Stored data
▼▼▼
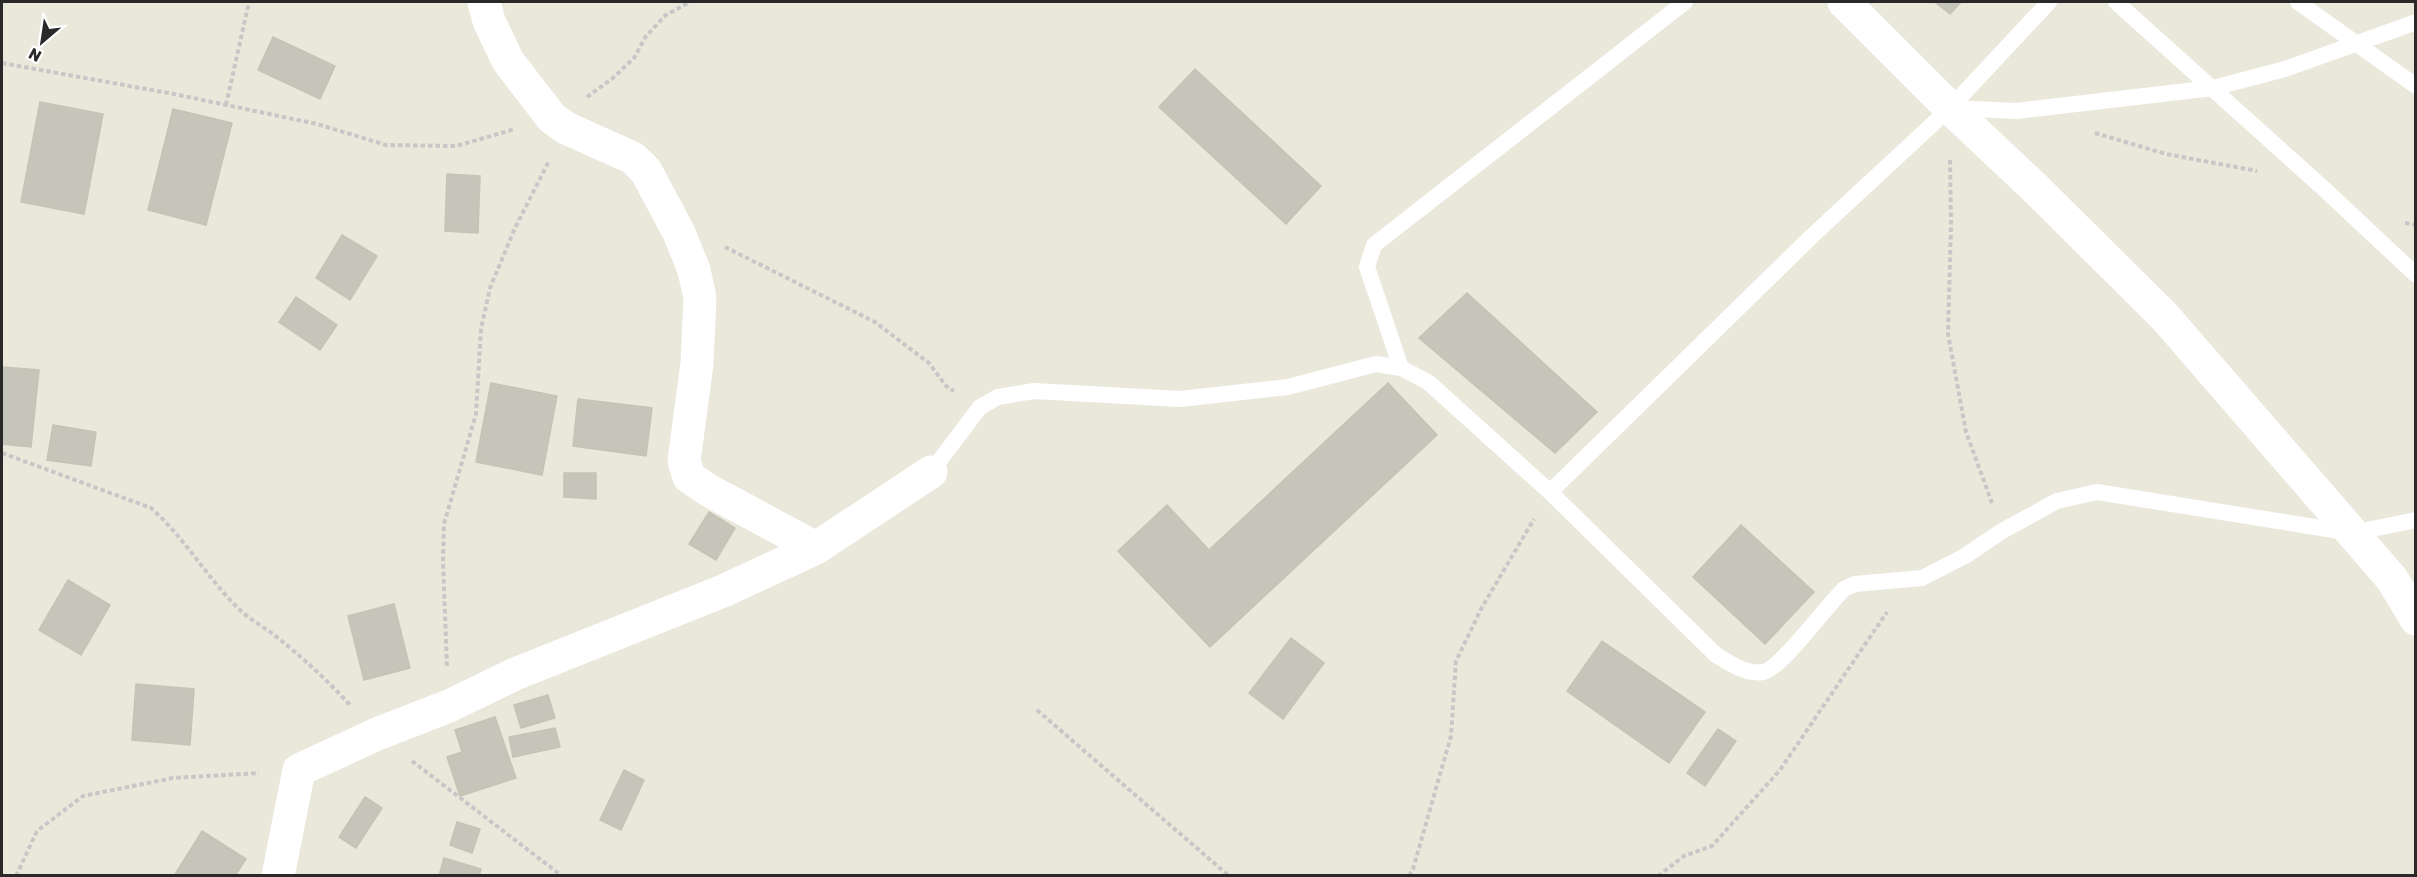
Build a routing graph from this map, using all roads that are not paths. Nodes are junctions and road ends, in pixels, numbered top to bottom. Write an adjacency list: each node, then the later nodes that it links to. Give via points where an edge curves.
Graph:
1 (484, 2): 18 (street, via 508,61 559,123 633,158 646,171 679,233 700,298 697,364 684,461 690,477)
2 (1685, 2): 13 (lane, via 1374,246 1367,267)
3 (1844, 2): 11 (street)
4 (2049, 2): 11 (lane)
5 (2116, 2): 10 (lane)
6 (2298, 2): 8 (lane)
7 (2415, 22): 8 (lane)
8 (2358, 44): 9 (lane); 10 (lane)
9 (2415, 86)
10 (2213, 88): 11 (lane, via 2016,111); 12 (lane)
11 (1950, 108): 15 (lane, via 1812,236); 17 (street, via 2165,317)
12 (2415, 275)
13 (1401, 368): 14 (lane, via 1376,363 1288,387 1180,399 1034,391 998,397 980,407); 15 (lane, via 1428,382)
14 (931, 472): 18 (street)
15 (1550, 492): 17 (lane, via 1716,655 1745,671 1764,672 1781,661 1844,589 1855,584 1922,578 2057,501 2097,492)
16 (2415, 520): 17 (lane)
17 (2352, 533): 19 (street, via 2392,579)
18 (816, 548): 20 (street, via 299,770)
19 (2415, 619)
20 (278, 876)

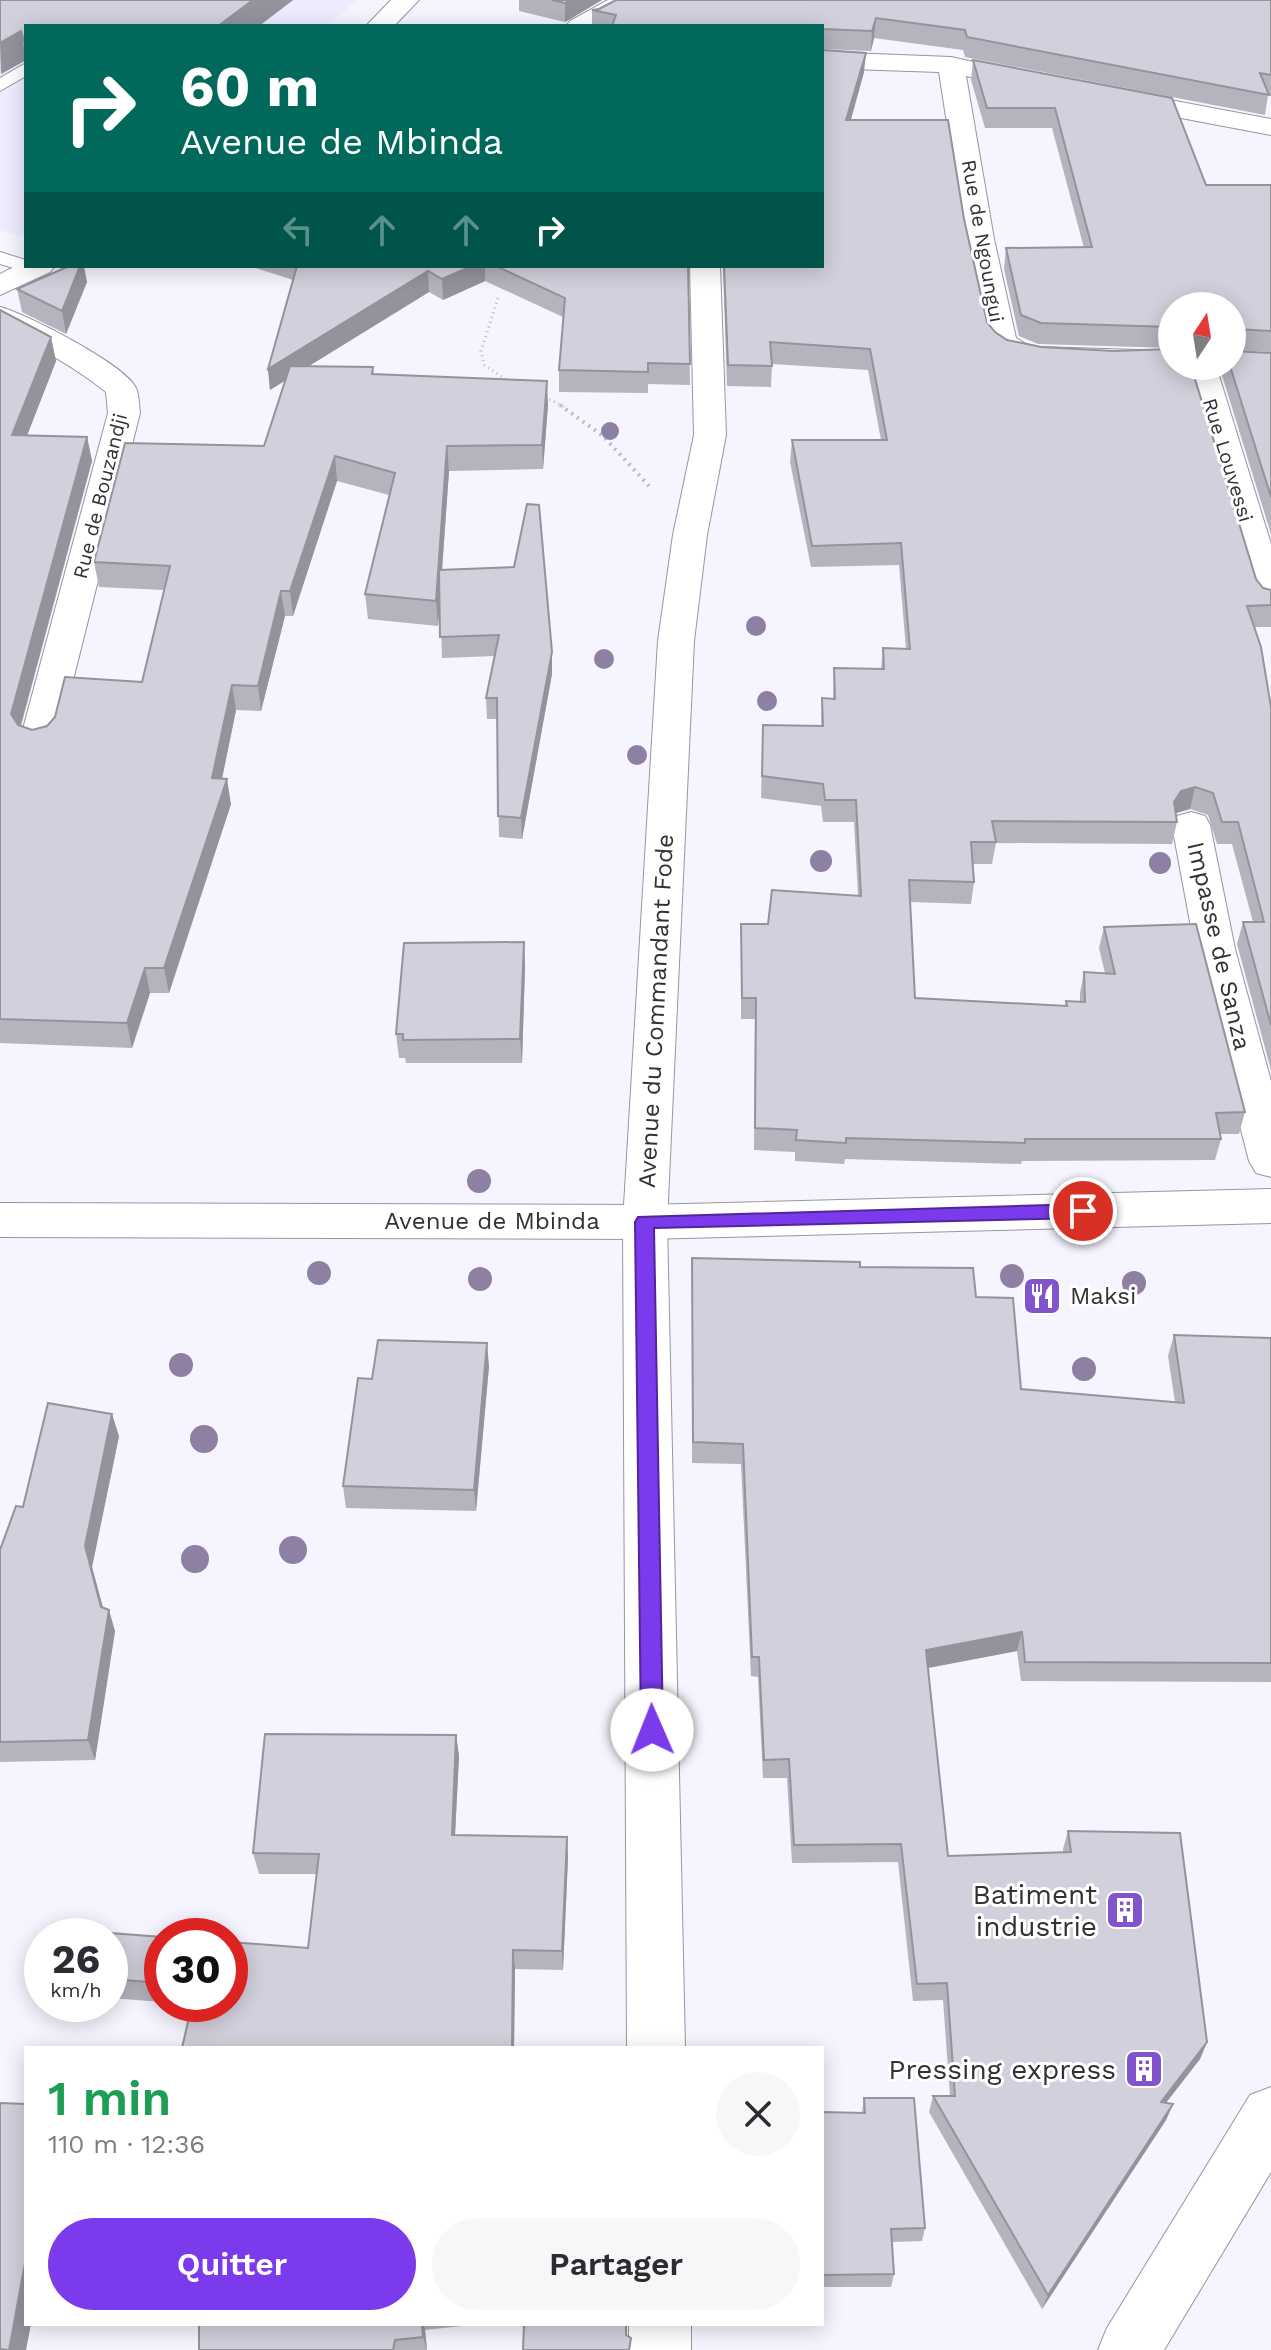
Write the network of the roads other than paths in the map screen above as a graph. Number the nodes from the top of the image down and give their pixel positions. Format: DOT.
graph roads {
  1 [pos="406,0"];
  2 [pos="627,0"];
  3 [pos="599,23"];
  4 [pos="381,24"];
  5 [pos="824,60"];
  6 [pos="951,65"];
  7 [pos="24,69"];
  8 [pos="1008,77"];
  9 [pos="0,86"];
  10 [pos="1084,92"];
  11 [pos="1271,127"];
  12 [pos="0,258"];
  13 [pos="24,265"];
  14 [pos="30,268"];
  15 [pos="705,268"];
  16 [pos="0,286"];
  17 [pos="0,316"];
  18 [pos="1158,360"];
  19 [pos="1204,380"];
  20 [pos="1271,600"];
  21 [pos="39,740"];
  22 [pos="1191,825"];
  23 [pos="1271,1161"];
  24 [pos="1271,1206"];
  25 [pos="0,1220"];
  26 [pos="645,1222"];
  27 [pos="656,2046"];
  28 [pos="1271,2116"];
  29 [pos="660,2326"];
  30 [pos="660,2350"];
  31 [pos="1129,2350"];
  1 -- 4 [label="street"];
  2 -- 3 [label="street"];
  5 -- 6 [label="street"];
  6 -- 8 [label="street"];
  6 -- 18 [label="street, Rue de Ngoungui"];
  7 -- 9 [label="lane"];
  10 -- 11 [label="street"];
  12 -- 13 [label="lane"];
  14 -- 16 [label="street"];
  15 -- 26 [label="street, Avenue du Commandant Fode"];
  17 -- 21 [label="street, Rue de Bouzandji"];
  19 -- 20 [label="street, Rue Louvessi"];
  22 -- 23 [label="street, Impasse de Sanza"];
  24 -- 26 [label="street, Avenue de Mbinda"];
  25 -- 26 [label="street, Avenue de Mbinda"];
  26 -- 27 [label="street, Avenue du Commandant Fode"];
  28 -- 31 [label="street"];
  29 -- 30 [label="street"];
}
▲▲▲
Set down the entries above again exactly, minus any image.

Build a routing graph from this map, using all roads that are not paths. Nodes are junctions and road ends, in pixels, numbered top to bottom. Write an adjacency list: each node, then the later nodes that it links to. Give via points where an edge curves.
Graph:
1 (484, 2): 18 (street, via 508,61 559,123 633,158 646,171 679,233 700,298 697,364 684,461 690,477)
2 (1685, 2): 13 (lane, via 1374,246 1367,267)
3 (1844, 2): 11 (street)
4 (2049, 2): 11 (lane)
5 (2116, 2): 10 (lane)
6 (2298, 2): 8 (lane)
7 (2415, 22): 8 (lane)
8 (2358, 44): 9 (lane); 10 (lane)
9 (2415, 86)
10 (2213, 88): 11 (lane, via 2016,111); 12 (lane)
11 (1950, 108): 15 (lane, via 1812,236); 17 (street, via 2165,317)
12 (2415, 275)
13 (1401, 368): 14 (lane, via 1376,363 1288,387 1180,399 1034,391 998,397 980,407); 15 (lane, via 1428,382)
14 (931, 472): 18 (street)
15 (1550, 492): 17 (lane, via 1716,655 1745,671 1764,672 1781,661 1844,589 1855,584 1922,578 2057,501 2097,492)
16 (2415, 520): 17 (lane)
17 (2352, 533): 19 (street, via 2392,579)
18 (816, 548): 20 (street, via 299,770)
19 (2415, 619)
20 (278, 876)

Write the network of the roads other than paths in the map screen above as a graph. Number the nodes from the top of the image down and give their pixel positions. Format: DOT.
graph roads {
  1 [pos="406,0"];
  2 [pos="627,0"];
  3 [pos="599,23"];
  4 [pos="381,24"];
  5 [pos="824,60"];
  6 [pos="951,65"];
  7 [pos="24,69"];
  8 [pos="1008,77"];
  9 [pos="0,86"];
  10 [pos="1084,92"];
  11 [pos="1271,127"];
  12 [pos="0,258"];
  13 [pos="24,265"];
  14 [pos="30,268"];
  15 [pos="705,268"];
  16 [pos="0,286"];
  17 [pos="0,316"];
  18 [pos="1158,360"];
  19 [pos="1204,380"];
  20 [pos="1271,600"];
  21 [pos="39,740"];
  22 [pos="1191,825"];
  23 [pos="1271,1161"];
  24 [pos="1271,1206"];
  25 [pos="0,1220"];
  26 [pos="645,1222"];
  27 [pos="656,2046"];
  28 [pos="1271,2116"];
  29 [pos="660,2326"];
  30 [pos="660,2350"];
  31 [pos="1129,2350"];
  1 -- 4 [label="street"];
  2 -- 3 [label="street"];
  5 -- 6 [label="street"];
  6 -- 8 [label="street"];
  6 -- 18 [label="street, Rue de Ngoungui"];
  7 -- 9 [label="lane"];
  10 -- 11 [label="street"];
  12 -- 13 [label="lane"];
  14 -- 16 [label="street"];
  15 -- 26 [label="street, Avenue du Commandant Fode"];
  17 -- 21 [label="street, Rue de Bouzandji"];
  19 -- 20 [label="street, Rue Louvessi"];
  22 -- 23 [label="street, Impasse de Sanza"];
  24 -- 26 [label="street, Avenue de Mbinda"];
  25 -- 26 [label="street, Avenue de Mbinda"];
  26 -- 27 [label="street, Avenue du Commandant Fode"];
  28 -- 31 [label="street"];
  29 -- 30 [label="street"];
}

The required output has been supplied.